Deep in the motherlode…

By / Date: July 8th, 2017

This is raw. No apology.

I hurt. I am in pain. And I created it all.

It has nothing to do with her. My projection has been ripped away exposing the unhealed flesh beneath. Even the wind blowing across it right now is agony.

And that to will pass. In time. Even now I am letting go.

I am not backing away this time. Not from the mother of all heartbreaks; the source from where every one in this life has come. I am taking you on, you lousy fucker. This time it is once and for all. Through this black hole and out into – into what I do not know. I cannot stay here. Every time I have got close before I hit black despair. I am ready for you this time. No I am not. And I will keep moving.

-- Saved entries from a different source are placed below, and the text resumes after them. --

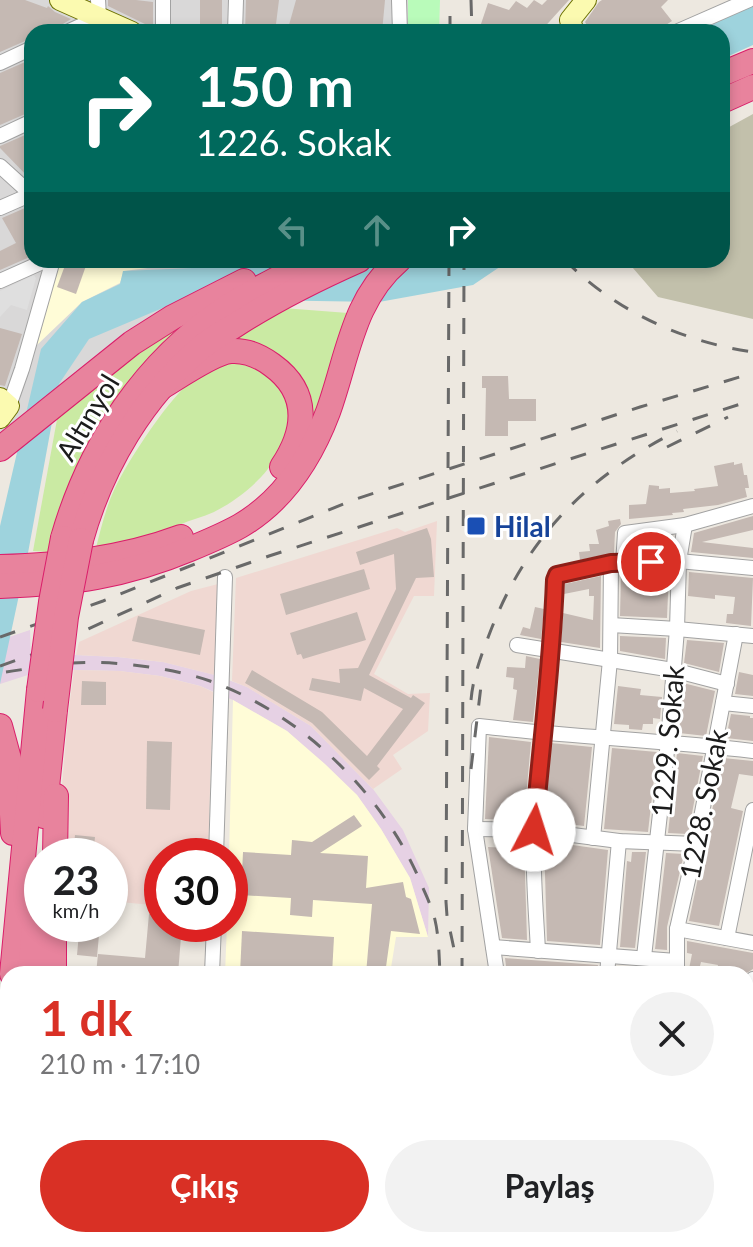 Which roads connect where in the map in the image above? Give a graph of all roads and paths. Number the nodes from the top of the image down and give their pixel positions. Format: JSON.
{"nodes":[{"id":1,"x":60,"y":0,"type":"edge"},
{"id":2,"x":163,"y":0,"type":"edge"},
{"id":3,"x":236,"y":0,"type":"edge"},
{"id":4,"x":399,"y":0,"type":"edge"},
{"id":5,"x":586,"y":0,"type":"edge"},
{"id":6,"x":707,"y":0,"type":"edge"},
{"id":7,"x":749,"y":0,"type":"edge"},
{"id":8,"x":98,"y":9,"type":"edge"},
{"id":9,"x":718,"y":13,"type":"junction"},
{"id":10,"x":78,"y":24,"type":"edge"},
{"id":11,"x":120,"y":24,"type":"edge"},
{"id":12,"x":163,"y":24,"type":"edge"},
{"id":13,"x":235,"y":24,"type":"edge"},
{"id":14,"x":400,"y":24,"type":"edge"},
{"id":15,"x":571,"y":24,"type":"edge"},
{"id":16,"x":694,"y":24,"type":"edge"},
{"id":17,"x":24,"y":52,"type":"edge"},
{"id":18,"x":753,"y":61,"type":"edge"},
{"id":19,"x":0,"y":63,"type":"edge"},
{"id":20,"x":730,"y":71,"type":"edge"},
{"id":21,"x":753,"y":87,"type":"edge"},
{"id":22,"x":730,"y":97,"type":"edge"},
{"id":23,"x":24,"y":125,"type":"edge"},
{"id":24,"x":0,"y":136,"type":"edge"},
{"id":25,"x":0,"y":166,"type":"edge"},
{"id":26,"x":24,"y":188,"type":"edge"},
{"id":27,"x":24,"y":197,"type":"edge"},
{"id":28,"x":0,"y":208,"type":"edge"},
{"id":29,"x":31,"y":268,"type":"edge"},
{"id":30,"x":48,"y":268,"type":"edge"},
{"id":31,"x":273,"y":268,"type":"edge"},
{"id":32,"x":298,"y":268,"type":"edge"},
{"id":33,"x":340,"y":268,"type":"edge"},
{"id":34,"x":390,"y":268,"type":"edge"},
{"id":35,"x":0,"y":281,"type":"edge"},
{"id":36,"x":197,"y":340,"type":"junction"},
{"id":37,"x":160,"y":388,"type":"junction"},
{"id":38,"x":3,"y":407,"type":"edge"},
{"id":39,"x":6,"y":445,"type":"edge"},
{"id":40,"x":753,"y":506,"type":"edge"},
{"id":41,"x":685,"y":525,"type":"junction"},
{"id":42,"x":72,"y":539,"type":"junction"},
{"id":43,"x":679,"y":561,"type":"junction"},
{"id":44,"x":617,"y":564,"type":"junction"},
{"id":45,"x":0,"y":567,"type":"edge"},
{"id":46,"x":753,"y":568,"type":"edge"},
{"id":47,"x":225,"y":577,"type":"dead end"},
{"id":48,"x":17,"y":579,"type":"edge"},
{"id":49,"x":611,"y":625,"type":"junction"},
{"id":50,"x":677,"y":629,"type":"junction"},
{"id":51,"x":736,"y":634,"type":"junction"},
{"id":52,"x":753,"y":636,"type":"edge"},
{"id":53,"x":517,"y":645,"type":"dead end"},
{"id":54,"x":552,"y":650,"type":"junction"},
{"id":55,"x":610,"y":660,"type":"junction"},
{"id":56,"x":673,"y":670,"type":"junction"},
{"id":57,"x":727,"y":684,"type":"junction"},
{"id":58,"x":723,"y":703,"type":"junction"},
{"id":59,"x":753,"y":706,"type":"edge"},
{"id":60,"x":55,"y":710,"type":"junction"},
{"id":61,"x":0,"y":726,"type":"edge"},
{"id":62,"x":542,"y":734,"type":"junction"},
{"id":63,"x":603,"y":738,"type":"junction"},
{"id":64,"x":668,"y":742,"type":"junction"},
{"id":65,"x":714,"y":746,"type":"junction"},
{"id":66,"x":753,"y":751,"type":"edge"},
{"id":67,"x":753,"y":810,"type":"edge"},
{"id":68,"x":475,"y":829,"type":"junction"},
{"id":69,"x":534,"y":830,"type":"junction"},
{"id":70,"x":55,"y":838,"type":"edge"},
{"id":71,"x":217,"y":838,"type":"edge"},
{"id":72,"x":593,"y":838,"type":"junction"},
{"id":73,"x":619,"y":841,"type":"junction"},
{"id":74,"x":657,"y":841,"type":"junction"},
{"id":75,"x":696,"y":844,"type":"junction"},
{"id":76,"x":748,"y":862,"type":"edge"},
{"id":77,"x":16,"y":923,"type":"junction"},
{"id":78,"x":677,"y":929,"type":"junction"},
{"id":79,"x":727,"y":938,"type":"junction"},
{"id":80,"x":54,"y":942,"type":"edge"},
{"id":81,"x":213,"y":942,"type":"edge"},
{"id":82,"x":753,"y":943,"type":"edge"},
{"id":83,"x":493,"y":947,"type":"junction"},
{"id":84,"x":538,"y":951,"type":"junction"},
{"id":85,"x":609,"y":956,"type":"junction"},
{"id":86,"x":644,"y":957,"type":"junction"},
{"id":87,"x":13,"y":966,"type":"edge"},
{"id":88,"x":31,"y":966,"type":"edge"},
{"id":89,"x":54,"y":966,"type":"edge"},
{"id":90,"x":212,"y":966,"type":"edge"},
{"id":91,"x":496,"y":966,"type":"edge"},
{"id":92,"x":608,"y":966,"type":"edge"},
{"id":93,"x":673,"y":966,"type":"edge"},
{"id":94,"x":676,"y":966,"type":"edge"}],
"edges":[{"from":1,"to":8,"type":"street"},
{"from":2,"to":12,"type":"street"},
{"from":3,"to":13,"type":"street"},
{"from":4,"to":14,"type":"street"},
{"from":5,"to":15,"type":"street"},
{"from":6,"to":9,"type":"street"},
{"from":7,"to":9,"type":"street"},
{"from":8,"to":10,"type":"street"},
{"from":8,"to":11,"type":"street"},
{"from":9,"to":16,"type":"street"},
{"from":17,"to":19,"type":"street"},
{"from":18,"to":20,"type":"highway"},
{"from":21,"to":22,"type":"highway"},
{"from":23,"to":24,"type":"street"},
{"from":25,"to":26,"type":"street"},
{"from":27,"to":28,"type":"street"},
{"from":29,"to":35,"type":"street"},
{"from":30,"to":38,"type":"street"},
{"from":31,"to":39,"type":"highway"},
{"from":32,"to":36,"type":"highway","name":"Altınyol"},
{"from":33,"to":36,"type":"highway"},
{"from":34,"to":48,"type":"highway"},
{"from":36,"to":37,"type":"highway"},
{"from":36,"to":42,"type":"highway","name":"Altınyol"},
{"from":37,"to":42,"type":"highway"},
{"from":37,"to":48,"type":"highway"},
{"from":40,"to":41,"type":"street"},
{"from":41,"to":43,"type":"street","name":"1229. Sokak"},
{"from":41,"to":44,"type":"street"},
{"from":42,"to":60,"type":"highway","bridge":true},
{"from":42,"to":77,"type":"highway","name":"Altınyol","bridge":true},
{"from":43,"to":44,"type":"street"},
{"from":43,"to":46,"type":"street"},
{"from":43,"to":50,"type":"street","name":"1229. Sokak"},
{"from":44,"to":49,"type":"street"},
{"from":44,"to":54,"type":"street"},
{"from":45,"to":48,"type":"highway"},
{"from":47,"to":71,"type":"street"},
{"from":49,"to":50,"type":"street"},
{"from":49,"to":55,"type":"street"},
{"from":50,"to":51,"type":"street"},
{"from":50,"to":56,"type":"street","name":"1229. Sokak"},
{"from":51,"to":52,"type":"street"},
{"from":51,"to":57,"type":"street","name":"1228. Sokak"},
{"from":53,"to":54,"type":"street"},
{"from":54,"to":55,"type":"street"},
{"from":54,"to":62,"type":"street"},
{"from":55,"to":56,"type":"street"},
{"from":55,"to":63,"type":"street"},
{"from":56,"to":57,"type":"street"},
{"from":56,"to":64,"type":"street","name":"1229. Sokak"},
{"from":57,"to":58,"type":"street","name":"1228. Sokak"},
{"from":58,"to":59,"type":"street"},
{"from":58,"to":65,"type":"street","name":"1228. Sokak"},
{"from":60,"to":70,"type":"highway"},
{"from":60,"to":88,"type":"highway"},
{"from":61,"to":77,"type":"highway"},
{"from":62,"to":63,"type":"street"},
{"from":62,"to":68,"type":"street"},
{"from":62,"to":69,"type":"street"},
{"from":63,"to":64,"type":"street"},
{"from":63,"to":72,"type":"street"},
{"from":64,"to":65,"type":"street"},
{"from":64,"to":74,"type":"street","name":"1229. Sokak"},
{"from":65,"to":66,"type":"street"},
{"from":65,"to":75,"type":"street","name":"1228. Sokak"},
{"from":67,"to":76,"type":"street"},
{"from":68,"to":69,"type":"street"},
{"from":68,"to":83,"type":"street"},
{"from":69,"to":72,"type":"street"},
{"from":69,"to":84,"type":"street"},
{"from":72,"to":73,"type":"street"},
{"from":73,"to":74,"type":"street"},
{"from":73,"to":85,"type":"street"},
{"from":74,"to":75,"type":"street"},
{"from":74,"to":86,"type":"street","name":"1229. Sokak"},
{"from":75,"to":78,"type":"street","name":"1228. Sokak"},
{"from":76,"to":79,"type":"street"},
{"from":77,"to":87,"type":"highway"},
{"from":78,"to":79,"type":"street"},
{"from":78,"to":94,"type":"street","name":"1228. Sokak"},
{"from":79,"to":82,"type":"street"},
{"from":80,"to":89,"type":"highway"},
{"from":81,"to":90,"type":"street"},
{"from":83,"to":84,"type":"street"},
{"from":83,"to":91,"type":"street"},
{"from":84,"to":85,"type":"street"},
{"from":85,"to":86,"type":"street"},
{"from":85,"to":92,"type":"street"},
{"from":86,"to":93,"type":"street"}]} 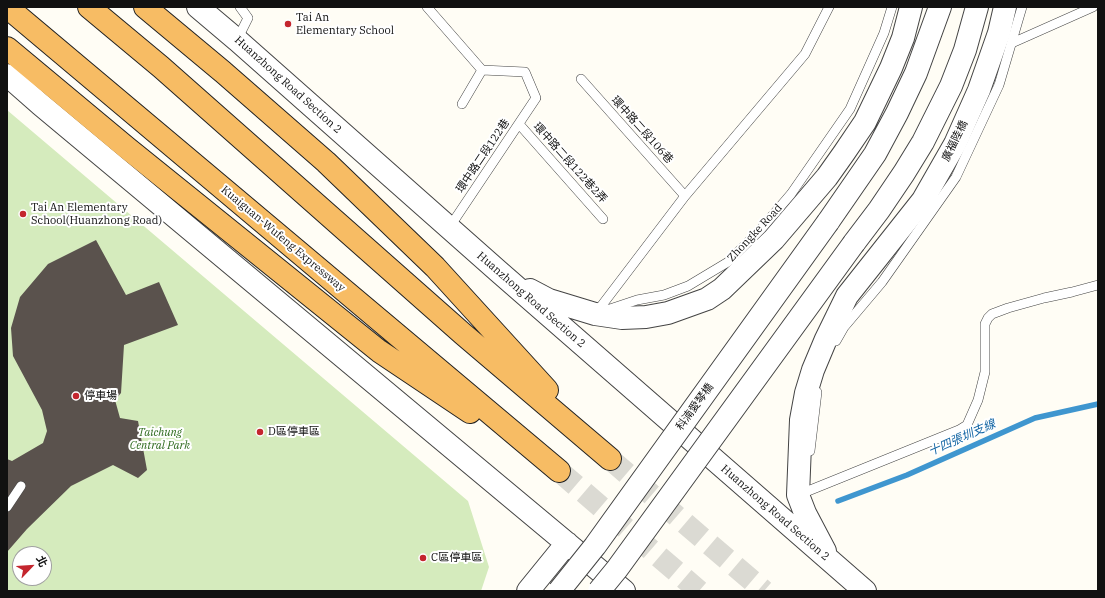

She never promised me anything. Well, there was a dance with communications that I rode through, being the resilient man. Dumb fuck. Water off me; yeah. Right. Never addressed it. Small wounds. Adding. All my own shit in the bank. A root of addiction.

I probably ought to thank her. But that is in danger of just being more of it.

I realized too late in the game, or just at the right time, how much I have been a fool to myself. I never wanted to hear it from anyone else, my iChing, Tarot cards, coins… Only an ear to my own fucking stuff. Stuck in addictive hope. Projecting out my magnificence onto someone who never asked to hold that for me; leaving myself with the absent shadow that I was unwilling to own.

No more. I have my balls back. I did not ask for them nicely; I fought for them as many hands held me back with everything they had.

I had more.

The shit/gold you left me with in my beginning. Your wounds passed lovingly from mother to son; unconsciously, without intention. With a life of their own. My bequeathed tendril of black creeping shit lying through everything. I have you by the scruff of the root. And I AM NOT FUCKING LETTING GO.

The motherlode.

One of us dies here. One of us ends.